Die Schick­sa­le der bei­den Wale sind kein Ein­zel­fäl­le. Wir schät­zen, dass jedes Jahr rund 300.000 Mee­res­säu­ger als Bei­fang oder in ver­lo­ren gegan­ge­nen Geis­ter­net­zen ver­en­den. Die Fische­rei ist inzwi­schen eine weit grö­ße­re Bedro­hung für die Mee­res­säu­ger als der kom­mer­zi­el­le Wal­fang. Beson­ders betrof­fen sind Klein­wa­le und Del­fi­ne, aber die aktu­el­len Fäl­le zei­gen, dass es auch für aus­ge­wach­se­ne Groß­wa­le oft kein Ent­rin­nen aus den Todes­fal­len gibt. In Ita­li­en wur­de erst vor eini­gen Wochen ein wei­te­rer Pott­wal aus Treib­net­zen befreit.

Ver­bo­te­ne Netze

Beson­de­re Bri­sanz haben die Fäl­le auch, weil Treib­net­ze, mit denen Thun­fi­sche und Schwert­fi­sche gejagt wer­den und die oft kilo­me­ter­lang unter der der Ober­flä­che trei­ben, in Euro­pa eigent­lich schon lan­ge ver­bo­ten sind.  Aber sowohl in Ita­li­en als auch in Marok­ko sind die­se Net­ze trotz des Ver­bo­tes noch immer weit verbreitet. 

Todes­fal­le Geisternetz

Hin­zu kommt, dass jede Men­ge Fische­rei­ge­rät über Bord geht und nicht nur für Mee­res­säu­ger eine fort­dau­ern­de Gefahr dar­stellt. Über 340 ver­schie­de­ne mari­ne Tier­ar­ten wur­den iden­ti­fi­ziert, die sich in Net­zen ver­fan­gen, die funk­ti­ons­los in den Welt­mee­ren trei­ben oder am Mee­res­grund lie­gen. Dar­un­ter alle Mee­res­schild­krö­ten-Arten und vie­le See­vö­gel. Vie­le die­ser Arten sind vom Aus­ster­ben bedroht, man­che hoch akut.

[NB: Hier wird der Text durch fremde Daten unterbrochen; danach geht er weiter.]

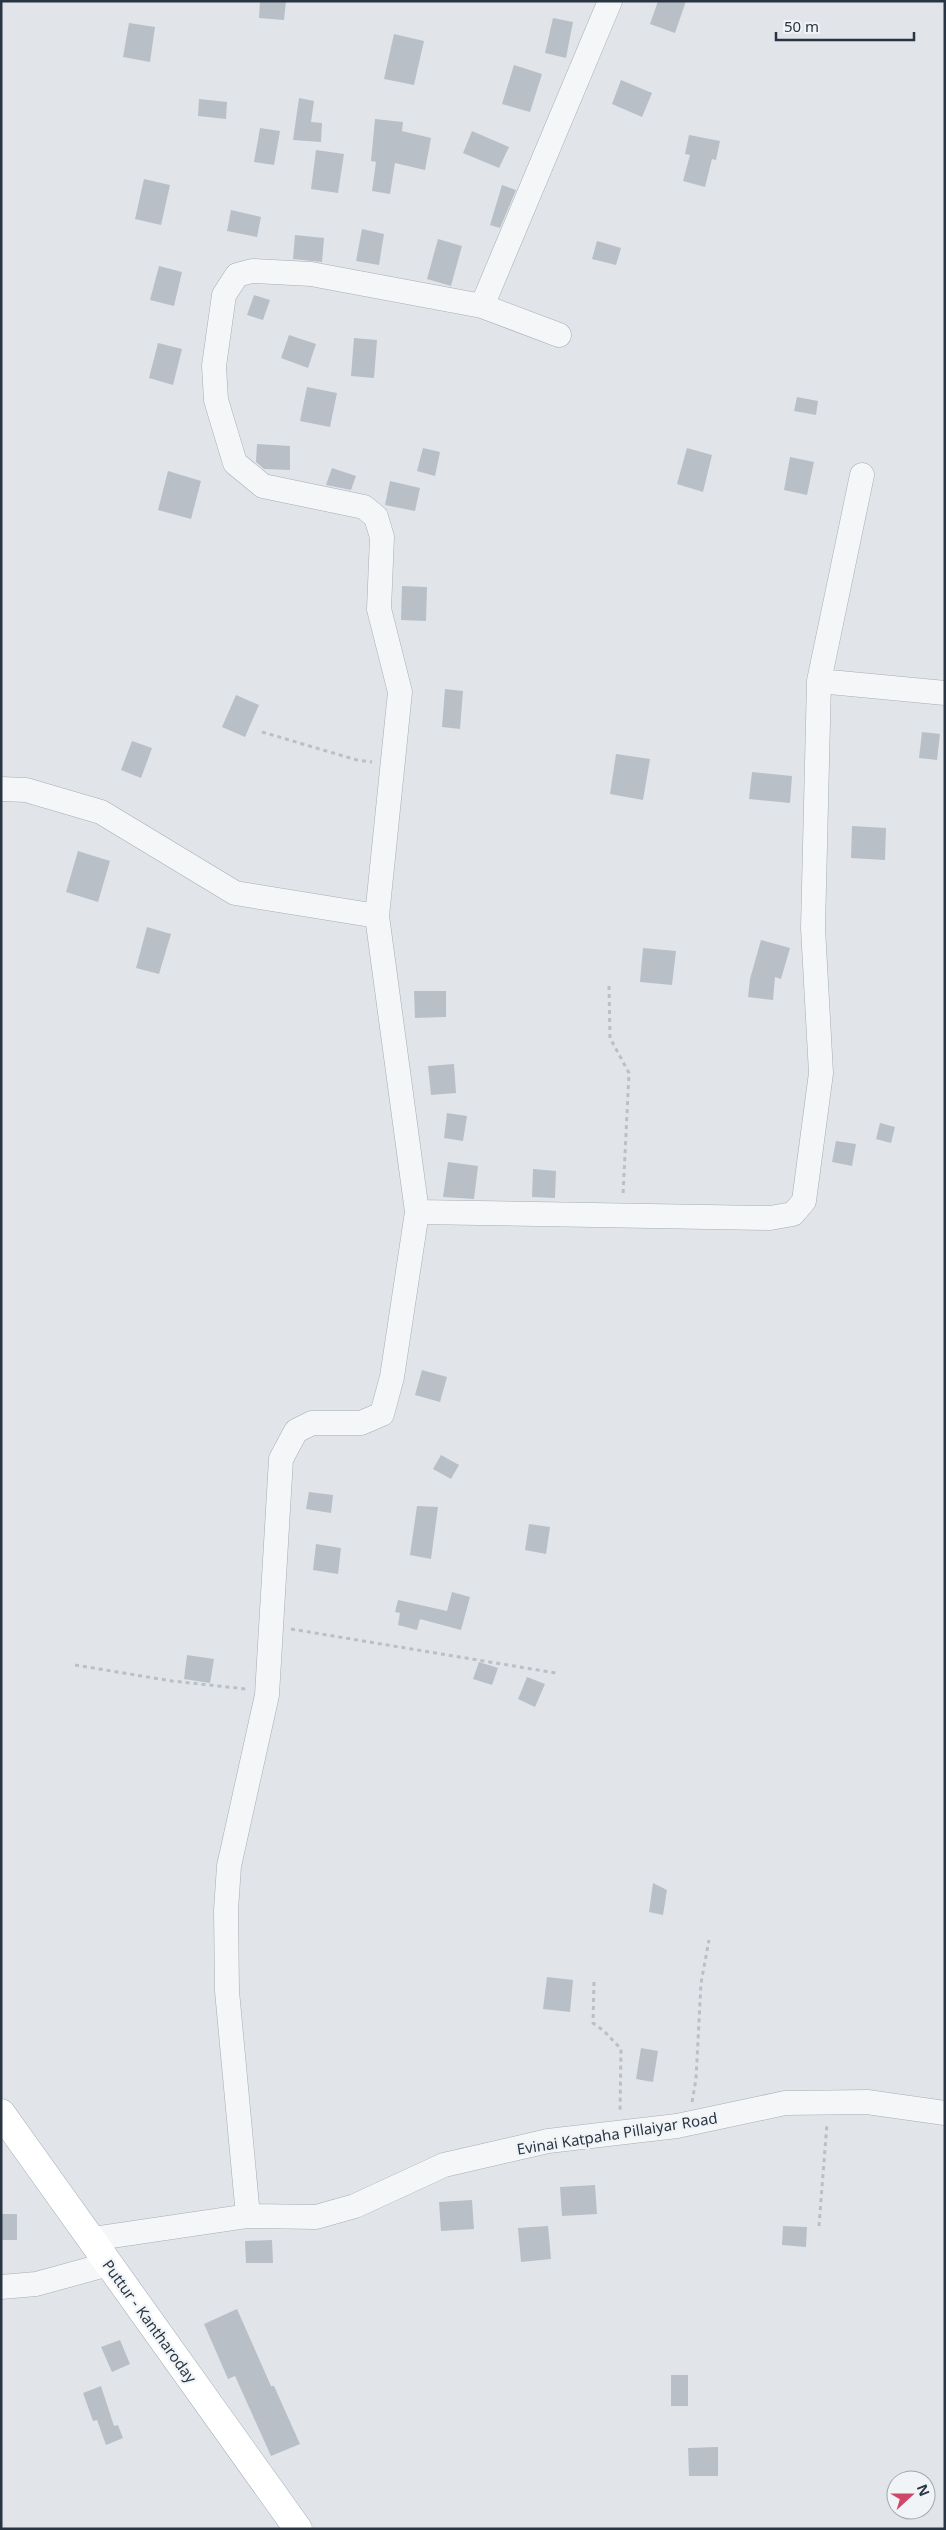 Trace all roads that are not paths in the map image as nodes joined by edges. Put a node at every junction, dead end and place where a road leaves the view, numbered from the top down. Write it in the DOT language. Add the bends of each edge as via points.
graph roads {
  1 [pos="610,1"];
  2 [pos="482,306"];
  3 [pos="560,335"];
  4 [pos="862,475"];
  5 [pos="819,681"];
  6 [pos="945,693"];
  7 [pos="1,789"];
  8 [pos="377,916"];
  9 [pos="416,1212"];
  10 [pos="1,2113"];
  11 [pos="945,2113"];
  12 [pos="248,2216"];
  13 [pos="92,2240"];
  14 [pos="109,2264"];
  15 [pos="1,2287"];
  16 [pos="298,2529"];
  1 -- 2 [label="street"];
  2 -- 3 [label="street"];
  2 -- 8 [label="street" via="311,274 252,271 237,275 224,295 214,366 216,400 235,463 263,486 364,507 376,517 382,536 379,609 400,692"];
  4 -- 5 [label="street"];
  5 -- 6 [label="street"];
  5 -- 9 [label="street" via="813,928 821,1073 804,1201 793,1214 770,1218"];
  7 -- 8 [label="street" via="26,790 101,812 235,893"];
  8 -- 9 [label="street"];
  9 -- 12 [label="street" via="392,1377 382,1414 362,1422 312,1423 296,1430 281,1459 267,1691 230,1866 226,1910 226,1991"];
  10 -- 13 [label="main road, Puttur - Kantharoday"];
  11 -- 12 [label="street, Evinai Katpaha Pillaiyar Road" via="867,2102 785,2103 694,2123 548,2141 444,2165 355,2206 316,2217"];
  12 -- 13 [label="street, Evinai Katpaha Pillaiyar Road"];
  13 -- 14 [label="main road, Puttur - Kantharoday"];
  14 -- 15 [label="street" via="36,2284"];
  14 -- 16 [label="main road, Puttur - Kantharoday"];
} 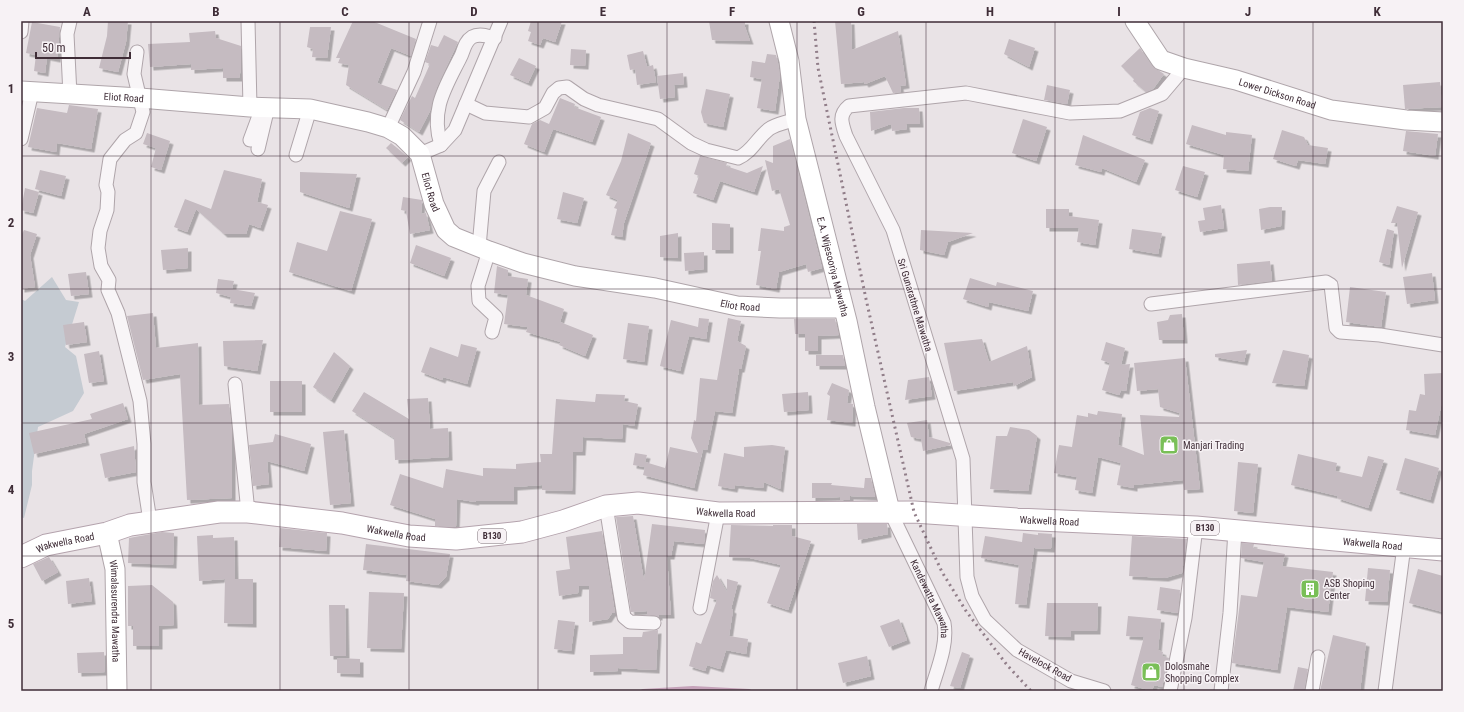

Schluss mit den Geis­ter­net­zen: Helft uns und den Meeresbewohnern!

Mit ihren Mes­sern ver­su­chen die Tau­cher die Net­ze zu zer­schnei­den © Guar­dia Costiera

Auch der Pott­wal steht weit oben auf der Roten Lis­te und gilt als gefähr­det. Die genaue Zahl der größ­ten Zahn­wa­le ist unsi­cher. Im Mit­tel­meer wird der Bestand auf 400 bis 2400 Exem­pla­re geschätzt.

Auf sie lau­ern zwi­schen 30.000 und 120.000 Ton­nen an ver­lo­ren­ge­gan­ge­nem Fische­rei­ge­rät. Sol­che Geis­ter­net­ze brau­chen hun­der­te Jah­re bis sie zu Mikro­plas­tik zer­brö­seln. Das bedeu­tet zugleich, dass geziel­te Ber­gungs­ak­tio­nen von ille­ga­len oder ver­lo­re­nen Net­zen eine gro­ße Ver­bes­se­rung des Lebens­raums für Wale, Rob­ben und Mee­res­vö­gel bewir­ken könnten.

Wir vom WWF arbei­ten seit Jah­ren an der Ber­gung von Geis­ter­net­zen. Dar­an kön­nen sich auch alle ande­ren Tau­cher beteiligen.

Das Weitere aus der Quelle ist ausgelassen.